There was a lot of green—my school uniform was green, so I tend not to wear a lot of green in everyday life—and I call that dress that I wore at the ball, the gherkin, that was my least favorite, but everyone seems to like that one.
I like the blue one. There’s a scene where the stepmother goes to see the archduke, the poppy gloves and a blue hat. It was sort of, I think for memory, it had a bird on it. I mean, the detail in Sandy’s costumes are just extraordinary.
How much input did you have on the script?
***Warning – Spoil Alert***
There’s a sense that actors are sort of puppets that get moved around, but no. I’m always interested in input. My husband’s a writer, and I come from the theater, so I have a great respect for the script. Oftentimes, you know, the line that you want to change is the line that you need to make work, and that once you make that line work, then you’ve actually shifted from yourself.
Without getting too kind of complex, it’s quite a difficult neurolinguistic process to actually make someone else’s words sound like they’re your own. And so the one I find that you may find most difficult to make your own is often the one that will unlock the character. It was really important to me, and it was the case when I first read the script that Cinderella had the final line of the film. And I said to Ken, so it’s a really great message. She comes in and says, ‘Well, I’m not gonna be rescued. If this relationship is gonna work, he has to accept me for who I am,’ which I think is wonderful for young girls to say. I think it’s fantastic. And then there was a line at the end where [the prince] said, ‘Shall we go?’ and she didn’t say anything. And I thought, ‘It’s not his story, it’s her story.’ And so then we added in this sense of forgiveness. ‘I forgive you,’ and I feel like that’s a wonderful conclusion to her superpower. Ella has an incredibly generous spirit and she also closes out the film, which I think is great.
Where did you draw the inspiration for that laugh in the movie? I found that very iconic.
Well, I was mucking around with a friend of mine on set and we were talking about what makes people ugly. I said it’s interesting, you can go out with somebody and think, ‘Oh my gosh, you’re so attractive,’ and then he or she eats, and you think, ‘Oh my god, you’re a pig.’ Or, someone is amazing and you think, ‘Your politics are reprehensible,’ or there’s something about them will give them away, and I said we were talking about dirty laughs.

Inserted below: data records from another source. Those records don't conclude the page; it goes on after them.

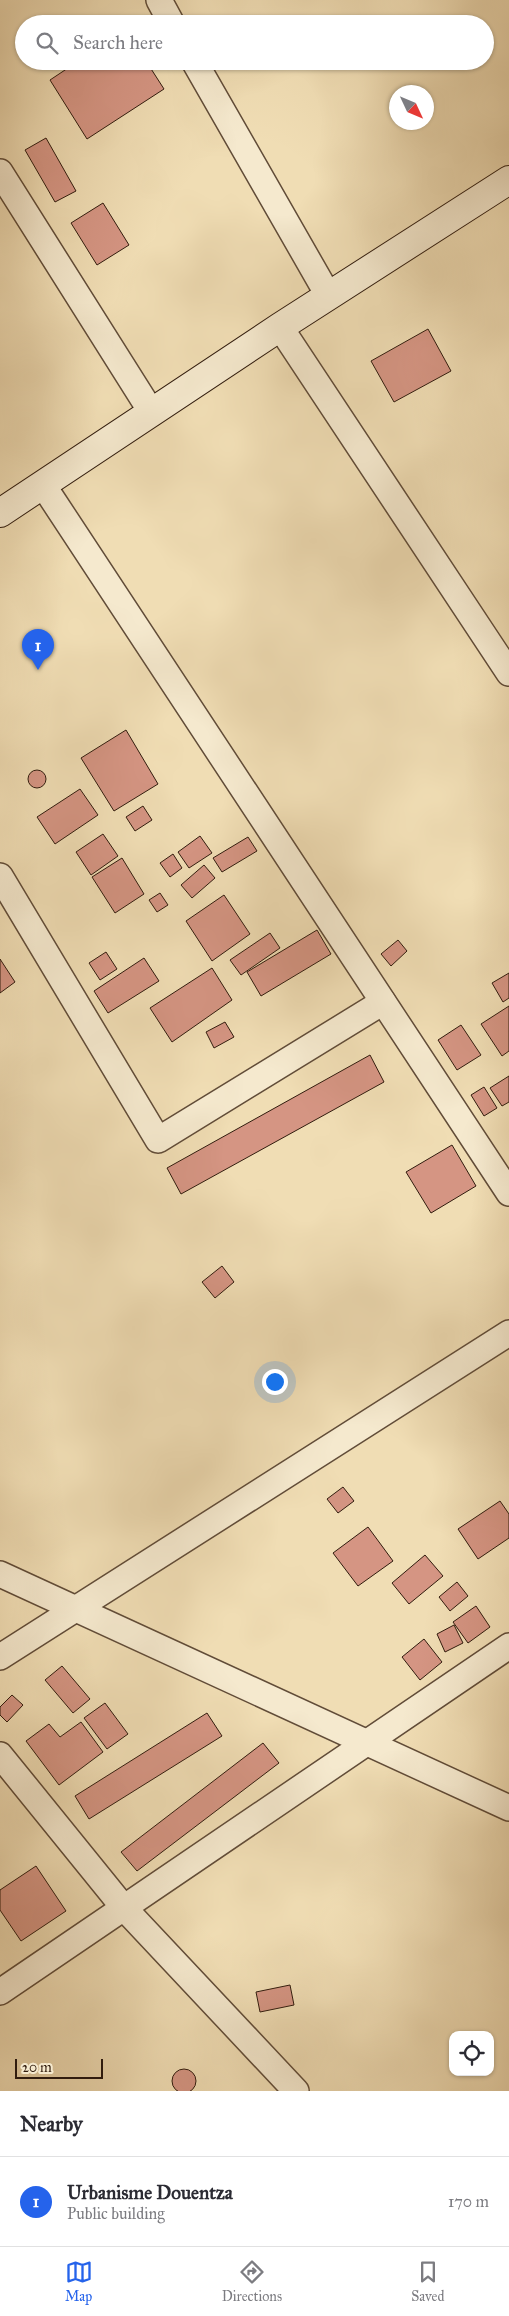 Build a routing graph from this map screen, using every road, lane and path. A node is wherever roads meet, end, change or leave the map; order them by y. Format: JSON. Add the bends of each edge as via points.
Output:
{"nodes":[{"id":1,"x":159,"y":0,"type":"edge"},
{"id":2,"x":167,"y":15,"type":"edge"},
{"id":3,"x":199,"y":70,"type":"edge"},
{"id":4,"x":0,"y":172,"type":"edge"},
{"id":5,"x":509,"y":180,"type":"edge"},
{"id":6,"x":328,"y":295,"type":"junction"},
{"id":7,"x":280,"y":327,"type":"junction"},
{"id":8,"x":152,"y":413,"type":"junction"},
{"id":9,"x":43,"y":485,"type":"junction"},
{"id":10,"x":0,"y":513,"type":"edge"},
{"id":11,"x":509,"y":673,"type":"edge"},
{"id":12,"x":0,"y":876,"type":"edge"},
{"id":13,"x":383,"y":1002,"type":"junction"},
{"id":14,"x":509,"y":1193,"type":"edge"},
{"id":15,"x":509,"y":1333,"type":"edge"},
{"id":16,"x":0,"y":1574,"type":"edge"},
{"id":17,"x":74,"y":1608,"type":"junction"},
{"id":18,"x":509,"y":1646,"type":"edge"},
{"id":19,"x":0,"y":1657,"type":"edge"},
{"id":20,"x":366,"y":1743,"type":"junction"},
{"id":21,"x":0,"y":1755,"type":"edge"},
{"id":22,"x":509,"y":1808,"type":"edge"},
{"id":23,"x":124,"y":1908,"type":"junction"},
{"id":24,"x":0,"y":1992,"type":"edge"},
{"id":25,"x":296,"y":2091,"type":"edge"}],
"edges":[{"from":1,"to":2,"type":"street"},
{"from":3,"to":6,"type":"street"},
{"from":4,"to":8,"type":"street"},
{"from":5,"to":6,"type":"main road"},
{"from":6,"to":7,"type":"main road"},
{"from":7,"to":8,"type":"main road"},
{"from":7,"to":11,"type":"street"},
{"from":8,"to":9,"type":"main road"},
{"from":9,"to":10,"type":"main road"},
{"from":9,"to":13,"type":"street"},
{"from":12,"to":13,"type":"street","via":[[158,1140]]},
{"from":13,"to":14,"type":"street"},
{"from":15,"to":17,"type":"street"},
{"from":16,"to":17,"type":"street"},
{"from":17,"to":19,"type":"street"},
{"from":17,"to":20,"type":"street"},
{"from":18,"to":20,"type":"street"},
{"from":20,"to":22,"type":"street"},
{"from":20,"to":23,"type":"street"},
{"from":21,"to":23,"type":"street"},
{"from":23,"to":24,"type":"street"},
{"from":23,"to":25,"type":"street"}]}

And so I just did it, and she laughed, and there is the gambling scene, and I laughed, and Ken’s face was so revolted. He was really worried. He said, ‘You’re not gonna do that, are you?’ And I said, ‘Oh yes I am, now.’ I think his reaction made me wanna keep it. [Lady Tremaine’s] got exquisite dresses, perfect makeup, and then she opens her mouth and that comes out. And so I thought that that was a bit of a red flag about what was to come.